Für die Besucher:innen war das Erlebnis leider durchaus durchwachsen. Werfen wir zunächst einen Blick auf die Camping-Situation: Es war eine Katastrophe! Eigentlich brauchen wir nicht viele Worte verlieren, die Tatsachen sprechen für sich. Aber sortieren wir mal von Anfang an.
Bei der Planung der Campingplätze hat man anscheinend unterschätzt, wie viele Menschen tatsächlich auch campen werden. Die ursprünglich geplanten Campingplätze reichten überhaupt nicht aus, um alle camping-freudigen Festivalbesucher zu beherbergen. Somit mussten kurzfristig neue Bereiche eröffnet und Parkflächen dafür verkleinert werden. Die Anzahl der Sanitäranlagen blieb jedoch gleich, was zu teilweise sehr langen Laufwegen und noch längeren Wartezeiten führte.

Wer duschen wollte, musste das richtige Zeitfenster abpassen, denn die Duschen wurden an allen Tagen jeweils für mehrere Stunden abgeschaltet. Man wollte wohl in diesen Zeitfenstern Wasser sparen, um dem Hauptandrang an Duschwilligen genügend Wasser bieten zu können. Dies wurde leider nicht vorab kommuniziert und führte zu mehr als einem verwunderten Festivalbesucher, denn Duschen ist ja eigentlich ein zentraler Bestandteil beim Festival und sollte in der Planung nicht ganz unberücksichtigt bleiben. Übrigens: Auch wenn die Duschen dann mal angeschaltet waren, haben sie leider nicht fehlerfrei funktioniert.

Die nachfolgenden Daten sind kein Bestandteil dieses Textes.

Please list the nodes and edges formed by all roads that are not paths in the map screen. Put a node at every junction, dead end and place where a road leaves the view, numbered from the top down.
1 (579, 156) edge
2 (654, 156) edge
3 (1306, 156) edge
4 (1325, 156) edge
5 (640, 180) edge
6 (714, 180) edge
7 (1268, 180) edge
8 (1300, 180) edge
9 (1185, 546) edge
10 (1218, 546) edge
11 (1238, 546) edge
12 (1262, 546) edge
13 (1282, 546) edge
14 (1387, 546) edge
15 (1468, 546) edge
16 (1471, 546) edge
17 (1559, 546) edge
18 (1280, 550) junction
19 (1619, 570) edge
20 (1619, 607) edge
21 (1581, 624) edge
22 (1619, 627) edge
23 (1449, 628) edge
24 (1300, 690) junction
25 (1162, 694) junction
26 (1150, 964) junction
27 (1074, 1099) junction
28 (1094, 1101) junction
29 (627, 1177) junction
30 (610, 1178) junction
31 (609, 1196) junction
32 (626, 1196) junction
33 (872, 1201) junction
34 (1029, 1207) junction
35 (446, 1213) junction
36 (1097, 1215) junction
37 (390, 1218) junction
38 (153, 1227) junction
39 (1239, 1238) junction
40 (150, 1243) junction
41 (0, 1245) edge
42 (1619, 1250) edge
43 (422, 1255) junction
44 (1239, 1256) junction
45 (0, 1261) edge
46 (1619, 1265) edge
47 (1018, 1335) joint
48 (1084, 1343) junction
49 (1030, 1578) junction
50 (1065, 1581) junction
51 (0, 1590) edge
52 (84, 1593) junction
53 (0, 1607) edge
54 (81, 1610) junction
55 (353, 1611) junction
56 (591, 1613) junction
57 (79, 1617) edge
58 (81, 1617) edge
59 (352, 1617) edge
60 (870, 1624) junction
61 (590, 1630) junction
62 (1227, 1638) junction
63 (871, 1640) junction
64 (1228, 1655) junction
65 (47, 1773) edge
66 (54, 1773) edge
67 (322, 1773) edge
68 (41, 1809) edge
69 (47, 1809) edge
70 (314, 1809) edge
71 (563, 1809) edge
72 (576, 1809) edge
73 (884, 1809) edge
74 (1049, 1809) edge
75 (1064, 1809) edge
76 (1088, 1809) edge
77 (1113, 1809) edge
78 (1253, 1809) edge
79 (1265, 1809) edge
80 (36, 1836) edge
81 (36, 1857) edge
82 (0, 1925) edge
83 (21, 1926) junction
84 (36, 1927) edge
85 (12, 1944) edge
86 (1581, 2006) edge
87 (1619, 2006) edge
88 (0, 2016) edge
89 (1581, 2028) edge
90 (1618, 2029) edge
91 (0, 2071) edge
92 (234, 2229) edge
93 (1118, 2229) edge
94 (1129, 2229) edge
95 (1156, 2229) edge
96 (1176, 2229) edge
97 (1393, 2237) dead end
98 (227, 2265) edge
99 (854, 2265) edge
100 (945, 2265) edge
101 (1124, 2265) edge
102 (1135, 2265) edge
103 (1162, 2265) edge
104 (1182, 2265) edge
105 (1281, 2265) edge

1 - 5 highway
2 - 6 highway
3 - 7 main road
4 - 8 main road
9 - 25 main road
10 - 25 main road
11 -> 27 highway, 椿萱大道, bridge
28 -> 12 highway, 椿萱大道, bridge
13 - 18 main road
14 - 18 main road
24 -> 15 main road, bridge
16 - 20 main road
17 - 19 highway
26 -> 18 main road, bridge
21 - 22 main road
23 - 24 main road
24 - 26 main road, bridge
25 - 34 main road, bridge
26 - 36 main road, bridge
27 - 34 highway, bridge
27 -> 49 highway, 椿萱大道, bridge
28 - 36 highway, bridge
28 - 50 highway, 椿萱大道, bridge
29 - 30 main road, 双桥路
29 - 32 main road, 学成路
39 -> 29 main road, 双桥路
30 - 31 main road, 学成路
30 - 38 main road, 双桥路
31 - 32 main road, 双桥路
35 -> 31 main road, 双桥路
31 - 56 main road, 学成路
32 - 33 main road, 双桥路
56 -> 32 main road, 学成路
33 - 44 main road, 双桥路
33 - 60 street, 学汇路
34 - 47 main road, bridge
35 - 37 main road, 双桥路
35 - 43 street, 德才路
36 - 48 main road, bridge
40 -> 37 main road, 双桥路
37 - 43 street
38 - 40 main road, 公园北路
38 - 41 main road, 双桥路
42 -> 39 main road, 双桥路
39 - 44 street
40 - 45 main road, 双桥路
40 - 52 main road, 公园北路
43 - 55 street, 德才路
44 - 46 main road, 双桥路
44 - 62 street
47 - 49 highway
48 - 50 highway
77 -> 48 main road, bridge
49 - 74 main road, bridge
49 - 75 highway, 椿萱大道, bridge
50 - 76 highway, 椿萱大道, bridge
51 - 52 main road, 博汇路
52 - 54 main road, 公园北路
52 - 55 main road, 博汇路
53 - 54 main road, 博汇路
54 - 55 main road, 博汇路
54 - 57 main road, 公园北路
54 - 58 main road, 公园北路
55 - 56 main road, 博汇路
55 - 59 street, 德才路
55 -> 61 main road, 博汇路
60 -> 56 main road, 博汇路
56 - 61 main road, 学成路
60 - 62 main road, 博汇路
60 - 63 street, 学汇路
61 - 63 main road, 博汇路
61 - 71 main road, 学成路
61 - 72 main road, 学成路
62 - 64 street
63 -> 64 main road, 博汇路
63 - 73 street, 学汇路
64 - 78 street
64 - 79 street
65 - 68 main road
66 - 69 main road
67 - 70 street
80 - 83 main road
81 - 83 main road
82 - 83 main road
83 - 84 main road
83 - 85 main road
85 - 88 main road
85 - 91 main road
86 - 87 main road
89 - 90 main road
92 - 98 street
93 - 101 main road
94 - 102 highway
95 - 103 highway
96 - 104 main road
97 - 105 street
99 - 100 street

Um beim Thema Wasser zu bleiben: Ebenso wie die wassergespülten Sanitäranlagen waren auch die Trinkwasser-Tanks sehr schnell leer. Ein absolutes No-Go.

Ein weiterer negativer Aspekt in Bezug auf die Campingsituation war, dass die Ordner an den Campingflächen nicht alle gleichmäßig geschult und eingewiesen waren und man somit teilweise sehr streng und teilweise gar nicht kontrolliert wurde. Das sinnvolle Mittelmaß war leider kaum bis gar nicht vertreten.

Auf geht’s nun zum Festivalgelände – vorausgesetzt natürlich man kam pünktlich an, denn ein weiterer Kritikpunkt waren eindeutig die Shuttles. Auch hier gab es leider zu wenige. Wie viel sind nochmal 90.000 Besucher:innen? Folglich waren die wenigen Shuttles, die gefahren sind, überfüllt (Was war eigentlich dieses Corona?) und außerdem fuhren die Shuttles meistens unpassend zu den eigentlichen Stoßzeiten.

Ist man dann aber einmal auf dem Festivalgelände angekommen, konnte man die in diesem Jahr neu eingeführten Chips an den Festivalbändern zum kontaktlosen Bezahlen testen. Aufladen ging hier zwar ohne Probleme, doch dafür ist man an anderer Stelle über die ein oder andere Hürde gestolpert. Es fehlte eine (regelmäßig aktualisierte) Übersicht über sein Guthaben und so kam man trotz der Rechnung im (ggf. bierbetäubten) Kopf häufiger in die Situation, dass ein paar Euro zum Bezahlen fehlten. Unangenehm. Ebenfalls unverhältnismäßig war das hohe Pfand, welches ebenfalls auf Teller erhoben wurde. Die Teller konnte man dann auch nur an einigen wenigen Rückgabestationen zurückgeben und somit war man gezwungen, entweder in der Nähe zu essen oder die Teller über das gesamte Gelände mitzunehmen.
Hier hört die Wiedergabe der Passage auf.